How to Achieve ROI from Your Software Investment [FLIPBOOK]
ROI in theory
Your team, and the bottom line, will tell you when you’re getting a return from your investment in multi-channel software.
In theory, measuring ROI is just maths:
Simple ROI = (Gain from investment minus Cost of investment) / (Cost of investment)
But in practice, achieving and identifying ROI involves more than just looking at numbers.
Talk to your team
While the bottom line tells the true story of return on investment, it can take a while for the figures to feed through. And the picture can be muddied by other variables.
A quick way to get a sense of whether the business is starting to feel the benefits of a new software system is to talk with those it impacts.

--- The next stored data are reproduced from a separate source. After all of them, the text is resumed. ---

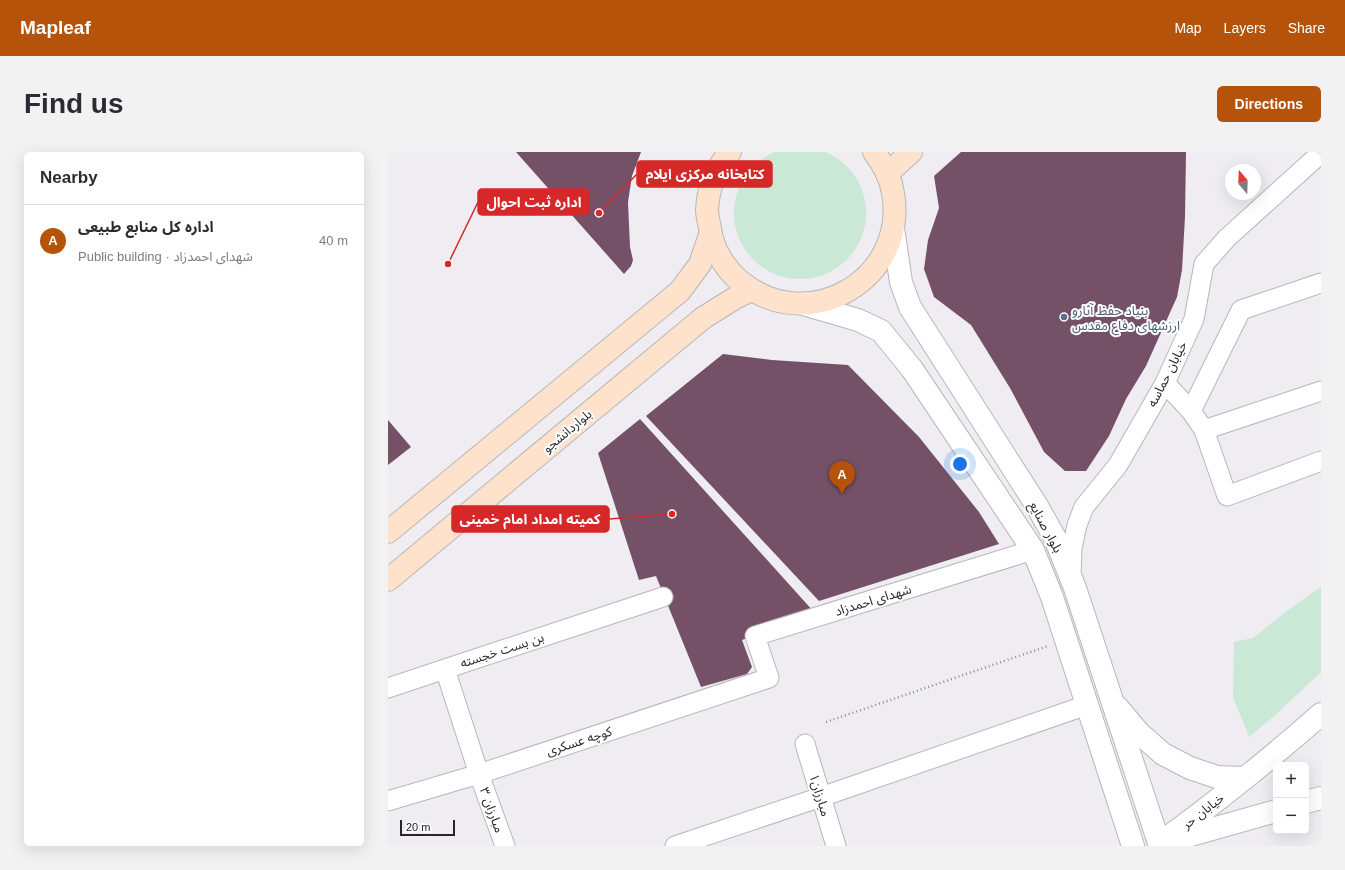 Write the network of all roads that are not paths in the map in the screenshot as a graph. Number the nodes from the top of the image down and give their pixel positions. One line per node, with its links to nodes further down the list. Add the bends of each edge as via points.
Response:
1 (874, 152): 5 (main road)
2 (911, 152): 5 (main road)
3 (1321, 153): 11 (street, خیابان حماسه, via 1227,238 1204,264 1194,319)
4 (723, 155): 7 (main road, via 711,185 707,210)
5 (887, 174): 6 (main road, via 895,210)
6 (893, 228): 10 (main road, via 882,258 861,282 834,298); 18 (street, بلوار صنایع, via 901,282 910,307 1037,506 1055,538)
7 (710, 234): 9 (main road, via 719,256 733,275); 16 (main road, via 700,264 680,291)
8 (1321, 283): 13 (street, via 1240,310)
9 (752, 290): 10 (main road, via 776,301); 19 (main road, بلواردانشجو, via 703,318)
10 (803, 304): 17 (street, بلوار صنایع, via 858,320 881,331 912,369)
11 (1165, 383): 13 (street); 18 (street, خیابان حماسه, via 1118,465 1084,507 1072,548)
12 (1321, 391): 14 (street)
13 (1191, 411): 14 (street)
14 (1204, 430): 15 (street, via 1227,496)
15 (1321, 461)
16 (388, 532)
17 (1033, 550): 22 (street, شهدای احمدزاد, via 755,636); 25 (street, بلوار صنایع, via 1052,597)
18 (1070, 578): 24 (street, بلوار صنایع)
19 (388, 580)
20 (663, 596): 21 (street, بن بست خجسته)
21 (445, 669): 23 (street); 28 (street, بن بست خجسته)
22 (769, 678): 28 (street, کوچه عسکری)
23 (388, 688)
24 (1112, 700): 29 (street, via 1140,733 1163,754 1190,768 1217,777); 35 (street, بلوار صنایع)
25 (1087, 705): 30 (street); 39 (street, بلوار صنایع)
26 (1321, 714): 29 (street, خیابان حر)
27 (804, 744): 30 (street, مبارزان۱)
28 (479, 774): 32 (street, کوچه عسکری); 36 (street, مبارزان ۳)
29 (1245, 778): 35 (street, خیابان حر)
30 (821, 797): 37 (street); 38 (street, مبارزان۱)
31 (1321, 798): 33 (street)
32 (388, 801)
33 (1309, 801)
34 (1273, 812): 35 (street, خیابان حر)
35 (1158, 845)
36 (505, 846)
37 (675, 846)
38 (836, 846)
39 (1133, 846)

Is the new system allowing them to work faster and smarter? Do they list the benefits ahead of any outstanding issues? Do they feel customers are seeing the benefits?
Do they have faster access to the information they need for reporting and decision making? Has the level of manual transactions and manual data transfer reduced? Are fewer spreadsheets required for processing and reporting data?
Is the volume of issues going down or up? Is the time taken to resolve problems decreasing? Is the overall level of customer satisfaction climbing?
Is decision making easier? Is the big picture clearer? Could the biggest drivers of revenue and cost be controlled more easily? Multi-channel software makes these metrics more visible.
Look beyond the pain
Every successful software deployment has its challenges and frustrations, and follows a similar pattern. Initial enthusiasm and excitement gives way to the hard work of getting the job done.
Unexpected issues pop up, usually around technology and processes. Once these are resolved and systems go live, there’s a gradual slope upwards to a plateau of productivity.
Top three reasons why multi-channel software deployment projects overrun:
1. The initial scope of the project was extended
2. Issues within the organisation created delay
3. It took longer than expected to manage high volumes of data.
To help identify ROI, ask questions...
- What’s the increase in the number of orders we’re processing each day?
- How do picking error rates compare with the old system?
- Can we now identify our least profitable lines more easily?
And understand the answers...
- Is the change in performance due entirely to the new system, or are other factors at work?
- Are we comparing ‘like with like’ between the old and new systems?
- Are there further opportunities for time and cost savings still to be found?
Reasons for failing to fully realise the potential return on investment from multi-channel software:
- Inadequate staff training
- User resistance to change
- Not adapting operational processes to suit the new systems
- Poor integration with other systems.
Specific areas to measure for return on investment:
- Reduced inventory due to improved planning and control
- Lower after sales service costs due to more accurate processing
- Improved cash flow cycles because systems allow more effective credit control
- Faster delivery timescales, due to quicker order processing and despatch.